The Muttontown zoning board’s denial of the cell tower application “is not supported by substantial evidence,” as the TCA requires, said AT&T. Nor have Muttontown and its boards “offered any basis” that would justify the court’s refusal “to consider the merits of AT&T’s prohibition of services claim,” also under the statute, it said. AT&T’s various filings have demonstrably shown “there is a significant service gap” in the community, and the proposed cell tower “is the least intrusive means of remedying that gap,” it said.
Since the litigation will continue, “there is nothing to be gained by adding months of unnecessary motion practice to a proceeding that already has been delayed” by two intervention motions filed by about 30 Muttontown residents seeking to protect their property rights, said AT&T. Muttontown’s boards and AT&T are all on record as opposing the motions to intervene. Attesting to the delays in the litigation, AT&T said its complaint was filed in September, but Muttontown and its boards have yet to file an answer.
Muttontown and its boards “offer absolutely no support or analysis for its conclusory statement that AT&T has not plausibly stated a claim for relief on its TCA prohibition,” plus its substantial evidence and shot clock claims against the zoning board, said AT&T. The complaint “easily sets forth the facts necessary to support each of its claims” against the zoning board and the other defendants, “which is all that is required at the pleadings stage,” it said.
Muttontown’s argument that claims must be dismissed against the board of trustees, the planning board, and the site and architectural review board (SARB) “fares no better,” said AT&T. The claim that AT&T did not need to apply to those boards runs contrary to the village code, it said. The defendants themselves “required AT&T to make these applications at various times,” it said. The complaint contends Muttontown forced AT&T to make “an unnecessary referral” to the zoning board for relief that could have been provided by the board of trustees, and it did so “in retaliation for AT&T demanding compliance” with the shot clock. The defendants’ “current posture cannot be reconciled with these facts and it does not support dismissal in any event,” AT&T said.
Muttontown’s argument that the shot clock claim against the zoning board must be dismissed as moot “is likewise futile,” said AT&T. The zoning board “plainly violated” the shot clock by failing to act on the cell tower application “within the deadline that was extended by consent,” it said.
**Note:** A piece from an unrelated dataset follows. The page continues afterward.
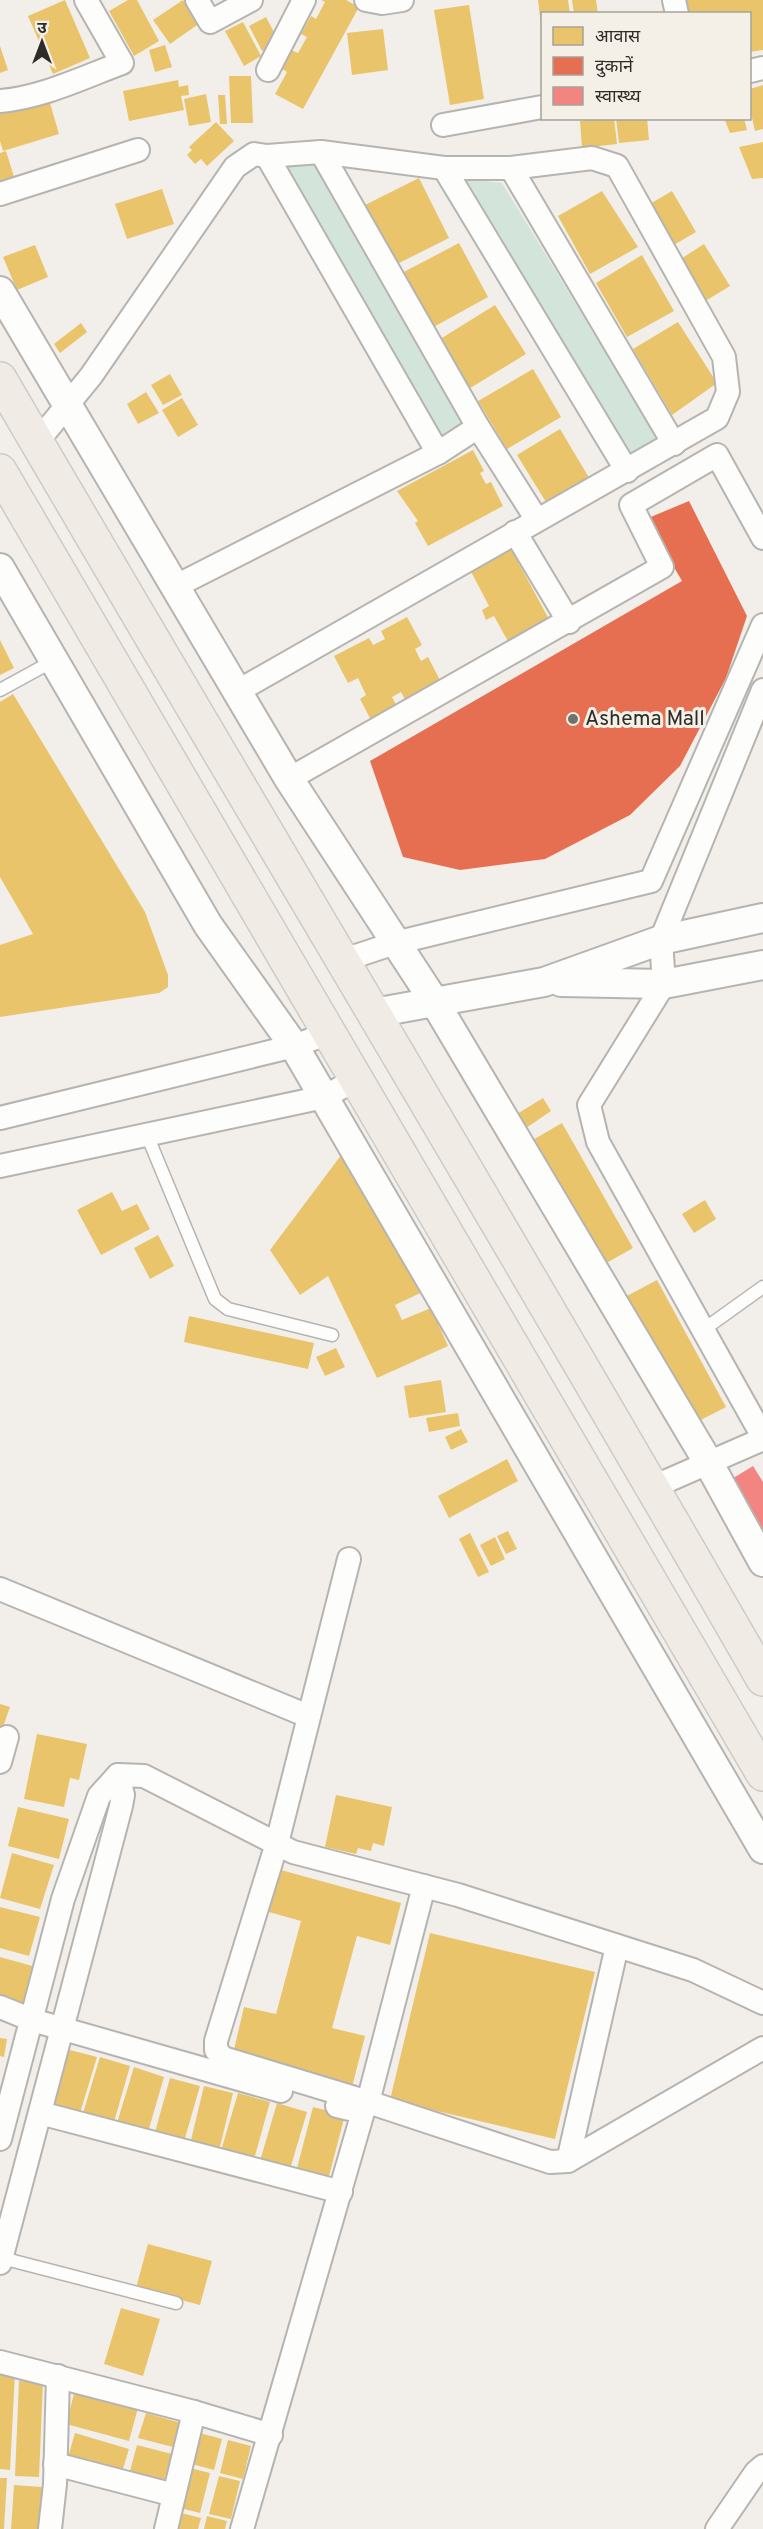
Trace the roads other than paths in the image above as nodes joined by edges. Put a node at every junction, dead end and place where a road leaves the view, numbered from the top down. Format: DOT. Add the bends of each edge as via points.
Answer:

Though the shot clock was extended until Aug. 18, the defendants “still failed to meet this deadline,” and the zoning board did not produce its required written denial until Sept. 8, it said.
AT&T’s “unreasonable delay” claim against the zoning board and other defendants is not limited to the statutory shot clock, “but also to the overarching statutory requirement” under the TCA that action on installing a wireless facility “be taken in a reasonable period of time,” said the company. A board’s “reasonableness and good faith is relevant” to the court’s discretion in imposing remedies, it said.
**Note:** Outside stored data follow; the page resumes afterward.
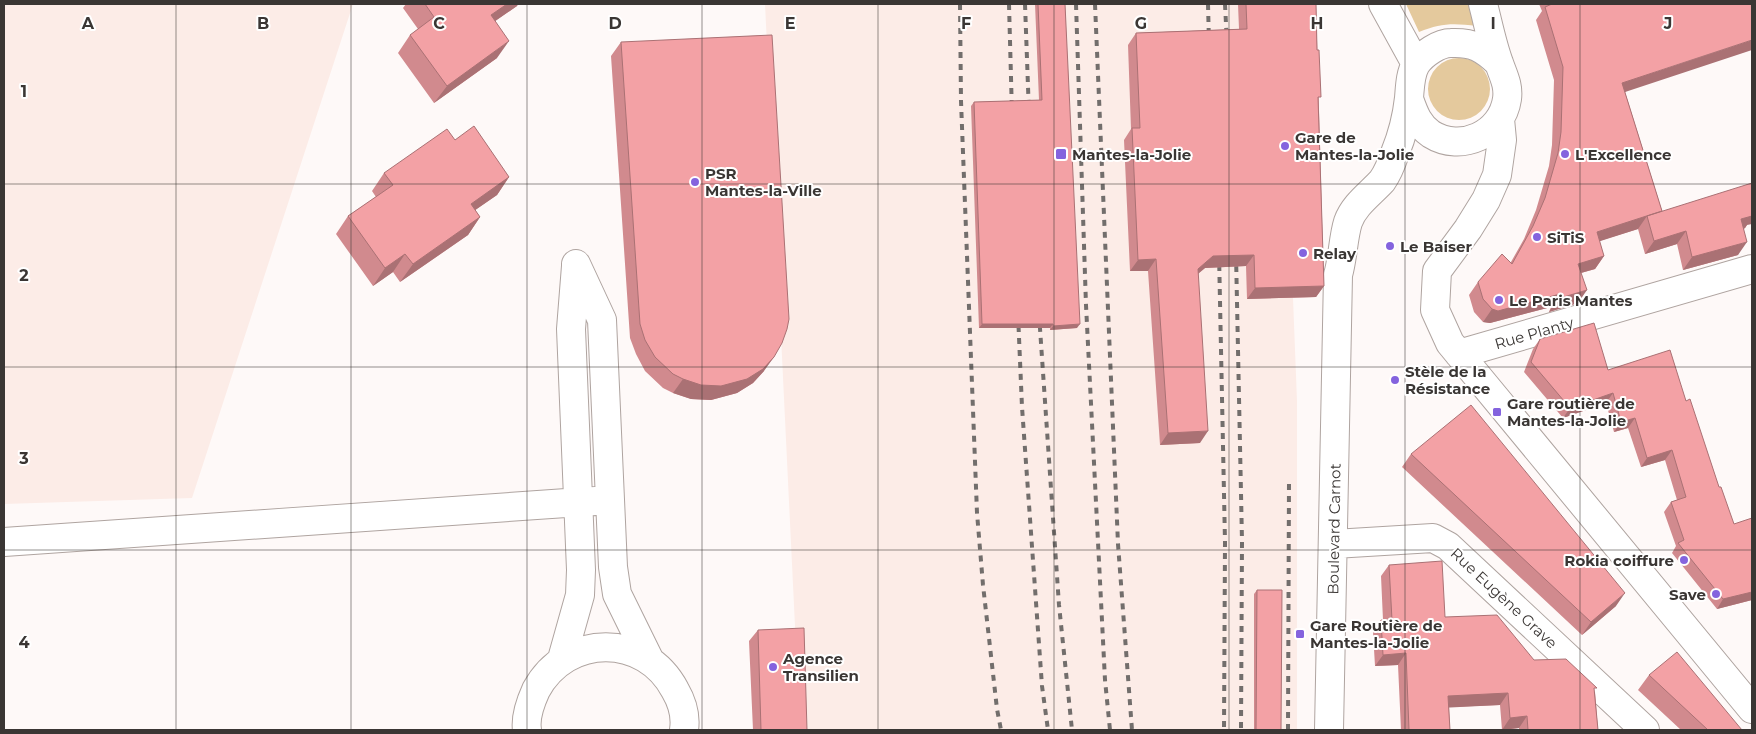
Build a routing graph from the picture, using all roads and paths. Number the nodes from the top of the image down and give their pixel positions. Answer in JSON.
{"nodes":[{"id":1,"x":1383,"y":4,"type":"edge"},
{"id":2,"x":1483,"y":4,"type":"edge"},
{"id":3,"x":1499,"y":63,"type":"junction"},
{"id":4,"x":1416,"y":64,"type":"junction"},
{"id":5,"x":1409,"y":99,"type":"junction"},
{"id":6,"x":1500,"y":119,"type":"junction"},
{"id":7,"x":1752,"y":269,"type":"edge"},
{"id":8,"x":1459,"y":354,"type":"junction"},
{"id":9,"x":610,"y":500,"type":"junction"},
{"id":10,"x":579,"y":503,"type":"junction"},
{"id":11,"x":4,"y":542,"type":"edge"},
{"id":12,"x":1334,"y":544,"type":"junction"},
{"id":13,"x":562,"y":659,"type":"junction"},
{"id":14,"x":649,"y":659,"type":"junction"},
{"id":15,"x":1752,"y":709,"type":"edge"},
{"id":16,"x":527,"y":730,"type":"edge"},
{"id":17,"x":684,"y":730,"type":"edge"},
{"id":18,"x":1329,"y":730,"type":"edge"},
{"id":19,"x":1645,"y":730,"type":"edge"}],
"edges":[{"from":1,"to":4,"type":"street"},
{"from":2,"to":3,"type":"street"},
{"from":3,"to":4,"type":"street"},
{"from":3,"to":6,"type":"street"},
{"from":4,"to":5,"type":"street"},
{"from":5,"to":6,"type":"street"},
{"from":5,"to":12,"type":"street","name":"Boulevard Carnot"},
{"from":6,"to":8,"type":"street"},
{"from":7,"to":8,"type":"street","name":"Rue Planty"},
{"from":8,"to":15,"type":"street"},
{"from":9,"to":10,"type":"street"},
{"from":9,"to":10,"type":"street"},
{"from":9,"to":14,"type":"street"},
{"from":10,"to":11,"type":"street"},
{"from":10,"to":13,"type":"street"},
{"from":12,"to":18,"type":"street","name":"Boulevard Carnot"},
{"from":12,"to":19,"type":"street","name":"Rue Eugène Grave"},
{"from":13,"to":14,"type":"street"},
{"from":13,"to":16,"type":"street"},
{"from":14,"to":17,"type":"street"}]}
It is “undisputed” the board of trustees, planning board and SARB “never acted” on the application at all, said AT&T. The defendants’ argument that this inaction “somehow immunizes the boards from liability” ignores that the shot clock was put in place “to provide remedies for inaction,” it said. “The failure of these boards to have acted in a timely manner cannot be used as a remand for further proceedings by them” in the event, as AT&T contends, that the zoning board denial “is untenable under the prohibition of services and substantial evidence provisions of the TCA,” it said. The defendants “do not address any of these facts or the allegation that their bad faith delay tactics resulted in the failure to render a decision within a reasonable time,” it said.